§ Data excerpts
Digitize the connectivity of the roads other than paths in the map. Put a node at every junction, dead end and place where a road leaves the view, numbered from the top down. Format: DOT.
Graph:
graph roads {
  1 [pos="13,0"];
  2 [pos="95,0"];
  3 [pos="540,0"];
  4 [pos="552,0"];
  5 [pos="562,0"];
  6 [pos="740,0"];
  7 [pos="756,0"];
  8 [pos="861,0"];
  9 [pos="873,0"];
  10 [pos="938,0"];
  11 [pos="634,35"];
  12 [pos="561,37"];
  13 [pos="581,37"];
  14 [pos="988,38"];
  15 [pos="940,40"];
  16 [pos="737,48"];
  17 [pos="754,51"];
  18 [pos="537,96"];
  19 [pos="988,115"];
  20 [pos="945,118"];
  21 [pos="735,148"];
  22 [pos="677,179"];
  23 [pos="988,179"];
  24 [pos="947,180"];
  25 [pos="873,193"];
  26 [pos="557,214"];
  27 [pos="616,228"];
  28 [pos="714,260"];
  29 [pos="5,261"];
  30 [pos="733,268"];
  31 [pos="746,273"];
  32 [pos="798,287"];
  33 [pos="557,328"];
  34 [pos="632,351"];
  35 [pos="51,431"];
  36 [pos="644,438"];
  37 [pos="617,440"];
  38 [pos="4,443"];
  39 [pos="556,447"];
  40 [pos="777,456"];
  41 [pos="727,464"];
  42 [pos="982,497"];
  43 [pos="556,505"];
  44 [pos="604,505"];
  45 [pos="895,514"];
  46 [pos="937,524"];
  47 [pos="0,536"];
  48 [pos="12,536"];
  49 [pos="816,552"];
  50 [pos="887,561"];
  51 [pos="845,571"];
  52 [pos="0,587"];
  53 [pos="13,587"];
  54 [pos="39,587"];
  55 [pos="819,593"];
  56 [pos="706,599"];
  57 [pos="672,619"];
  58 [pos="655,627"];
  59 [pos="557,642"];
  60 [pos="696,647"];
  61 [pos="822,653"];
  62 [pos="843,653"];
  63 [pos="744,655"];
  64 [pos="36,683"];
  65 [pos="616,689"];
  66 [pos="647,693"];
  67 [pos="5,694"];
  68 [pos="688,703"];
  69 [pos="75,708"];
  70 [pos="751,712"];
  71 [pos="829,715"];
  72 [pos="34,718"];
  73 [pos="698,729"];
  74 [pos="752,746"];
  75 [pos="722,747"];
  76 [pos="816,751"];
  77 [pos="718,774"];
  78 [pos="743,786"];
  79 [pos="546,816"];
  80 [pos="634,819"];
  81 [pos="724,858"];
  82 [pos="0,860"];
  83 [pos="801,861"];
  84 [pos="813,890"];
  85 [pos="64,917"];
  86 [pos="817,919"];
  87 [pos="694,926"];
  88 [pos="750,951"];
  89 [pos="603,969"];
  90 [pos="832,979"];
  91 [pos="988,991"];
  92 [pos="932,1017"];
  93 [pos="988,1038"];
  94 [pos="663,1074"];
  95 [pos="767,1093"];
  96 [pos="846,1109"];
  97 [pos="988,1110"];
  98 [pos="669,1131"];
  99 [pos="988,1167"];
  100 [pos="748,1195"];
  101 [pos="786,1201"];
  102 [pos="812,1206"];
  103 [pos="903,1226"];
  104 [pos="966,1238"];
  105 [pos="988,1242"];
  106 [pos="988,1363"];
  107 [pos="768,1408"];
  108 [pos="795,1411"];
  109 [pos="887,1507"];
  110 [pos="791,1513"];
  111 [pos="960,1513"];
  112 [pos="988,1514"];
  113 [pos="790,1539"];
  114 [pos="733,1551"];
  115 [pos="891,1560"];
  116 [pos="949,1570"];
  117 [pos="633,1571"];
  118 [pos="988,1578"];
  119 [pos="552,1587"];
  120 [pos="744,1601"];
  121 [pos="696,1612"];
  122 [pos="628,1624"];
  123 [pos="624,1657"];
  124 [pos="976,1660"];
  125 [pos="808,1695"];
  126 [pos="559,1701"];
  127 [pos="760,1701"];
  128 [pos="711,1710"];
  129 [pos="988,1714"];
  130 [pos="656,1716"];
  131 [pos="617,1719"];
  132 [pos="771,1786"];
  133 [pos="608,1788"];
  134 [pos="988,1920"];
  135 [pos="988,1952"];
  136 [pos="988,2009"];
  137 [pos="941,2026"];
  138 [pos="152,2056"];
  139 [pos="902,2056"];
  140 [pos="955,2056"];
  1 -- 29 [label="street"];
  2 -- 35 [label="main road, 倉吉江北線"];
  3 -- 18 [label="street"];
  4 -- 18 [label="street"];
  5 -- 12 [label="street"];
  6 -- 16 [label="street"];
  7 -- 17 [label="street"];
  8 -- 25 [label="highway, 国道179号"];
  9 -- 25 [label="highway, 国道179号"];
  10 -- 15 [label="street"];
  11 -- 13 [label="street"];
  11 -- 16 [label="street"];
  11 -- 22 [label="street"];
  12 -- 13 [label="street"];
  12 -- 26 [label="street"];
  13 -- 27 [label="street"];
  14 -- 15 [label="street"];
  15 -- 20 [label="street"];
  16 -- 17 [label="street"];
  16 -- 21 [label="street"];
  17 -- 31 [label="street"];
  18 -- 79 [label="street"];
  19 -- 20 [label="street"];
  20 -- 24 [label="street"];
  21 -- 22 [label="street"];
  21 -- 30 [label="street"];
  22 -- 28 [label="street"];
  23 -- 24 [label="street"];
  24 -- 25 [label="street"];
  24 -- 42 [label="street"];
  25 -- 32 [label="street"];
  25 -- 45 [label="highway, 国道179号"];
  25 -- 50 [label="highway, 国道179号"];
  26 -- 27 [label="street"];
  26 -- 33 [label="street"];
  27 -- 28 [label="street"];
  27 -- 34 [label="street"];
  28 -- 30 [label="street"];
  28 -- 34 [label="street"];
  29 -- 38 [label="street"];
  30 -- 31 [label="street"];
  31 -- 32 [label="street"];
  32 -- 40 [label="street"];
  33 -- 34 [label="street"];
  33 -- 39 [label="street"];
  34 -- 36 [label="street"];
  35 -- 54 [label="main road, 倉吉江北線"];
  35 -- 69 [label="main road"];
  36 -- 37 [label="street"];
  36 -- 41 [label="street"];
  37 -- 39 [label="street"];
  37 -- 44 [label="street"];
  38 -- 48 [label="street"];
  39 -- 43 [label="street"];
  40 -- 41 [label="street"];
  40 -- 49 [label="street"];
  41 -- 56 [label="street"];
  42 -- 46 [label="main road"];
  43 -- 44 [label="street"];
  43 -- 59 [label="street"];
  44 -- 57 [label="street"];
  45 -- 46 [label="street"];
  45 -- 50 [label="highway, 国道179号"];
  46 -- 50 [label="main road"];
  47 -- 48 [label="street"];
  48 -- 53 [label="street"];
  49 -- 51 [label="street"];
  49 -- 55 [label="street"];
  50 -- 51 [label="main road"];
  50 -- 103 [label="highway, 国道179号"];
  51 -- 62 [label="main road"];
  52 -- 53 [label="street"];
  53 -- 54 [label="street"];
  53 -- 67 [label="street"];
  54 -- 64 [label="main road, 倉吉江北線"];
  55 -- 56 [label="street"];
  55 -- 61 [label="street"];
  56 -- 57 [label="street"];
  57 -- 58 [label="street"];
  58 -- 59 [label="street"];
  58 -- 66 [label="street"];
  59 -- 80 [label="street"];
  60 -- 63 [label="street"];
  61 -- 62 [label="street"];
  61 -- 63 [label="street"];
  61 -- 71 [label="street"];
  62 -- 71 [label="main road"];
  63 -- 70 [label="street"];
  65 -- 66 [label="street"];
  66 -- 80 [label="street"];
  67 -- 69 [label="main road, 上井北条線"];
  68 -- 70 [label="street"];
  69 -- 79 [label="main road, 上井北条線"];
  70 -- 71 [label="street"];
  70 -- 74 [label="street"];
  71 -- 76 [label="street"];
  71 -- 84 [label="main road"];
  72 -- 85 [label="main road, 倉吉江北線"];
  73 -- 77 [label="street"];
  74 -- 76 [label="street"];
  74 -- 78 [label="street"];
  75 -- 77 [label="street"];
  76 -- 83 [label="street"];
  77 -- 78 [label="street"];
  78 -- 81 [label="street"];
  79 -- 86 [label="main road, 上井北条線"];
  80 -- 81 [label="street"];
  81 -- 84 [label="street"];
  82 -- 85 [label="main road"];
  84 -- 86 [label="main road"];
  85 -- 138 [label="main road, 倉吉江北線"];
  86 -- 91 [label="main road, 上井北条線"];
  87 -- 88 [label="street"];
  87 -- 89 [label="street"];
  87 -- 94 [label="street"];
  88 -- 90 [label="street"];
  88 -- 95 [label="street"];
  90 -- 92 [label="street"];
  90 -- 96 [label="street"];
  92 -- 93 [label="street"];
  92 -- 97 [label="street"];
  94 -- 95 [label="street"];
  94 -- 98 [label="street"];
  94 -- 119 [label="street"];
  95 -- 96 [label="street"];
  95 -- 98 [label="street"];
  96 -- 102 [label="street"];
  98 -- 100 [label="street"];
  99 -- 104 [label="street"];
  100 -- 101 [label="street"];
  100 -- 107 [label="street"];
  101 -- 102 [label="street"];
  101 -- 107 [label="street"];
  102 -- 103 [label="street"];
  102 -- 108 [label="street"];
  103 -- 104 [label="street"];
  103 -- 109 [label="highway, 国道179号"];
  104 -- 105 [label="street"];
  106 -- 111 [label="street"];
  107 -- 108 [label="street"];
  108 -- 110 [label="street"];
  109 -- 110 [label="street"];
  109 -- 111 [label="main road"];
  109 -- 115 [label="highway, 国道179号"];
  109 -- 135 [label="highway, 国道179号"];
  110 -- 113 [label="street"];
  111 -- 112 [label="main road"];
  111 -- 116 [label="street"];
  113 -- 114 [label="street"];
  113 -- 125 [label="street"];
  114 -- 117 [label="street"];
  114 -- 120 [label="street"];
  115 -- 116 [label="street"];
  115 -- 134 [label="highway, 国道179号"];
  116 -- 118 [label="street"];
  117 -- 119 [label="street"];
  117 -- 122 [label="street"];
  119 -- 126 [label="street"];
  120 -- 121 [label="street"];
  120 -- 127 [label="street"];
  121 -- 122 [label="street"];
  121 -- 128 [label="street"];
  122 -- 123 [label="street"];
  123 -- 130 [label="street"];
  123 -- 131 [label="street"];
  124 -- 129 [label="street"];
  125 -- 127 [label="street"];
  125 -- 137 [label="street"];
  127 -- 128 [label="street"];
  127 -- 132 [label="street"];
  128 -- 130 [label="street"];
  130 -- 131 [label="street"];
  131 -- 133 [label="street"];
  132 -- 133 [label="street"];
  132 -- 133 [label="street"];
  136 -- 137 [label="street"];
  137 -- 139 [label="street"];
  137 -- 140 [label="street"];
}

§ Task goal
Find every line in the records that contains the word "上井北条線"; copy those lines.

§ Solution to this task
  67 -- 69 [label="main road, 上井北条線"];
  69 -- 79 [label="main road, 上井北条線"];
  79 -- 86 [label="main road, 上井北条線"];
  86 -- 91 [label="main road, 上井北条線"];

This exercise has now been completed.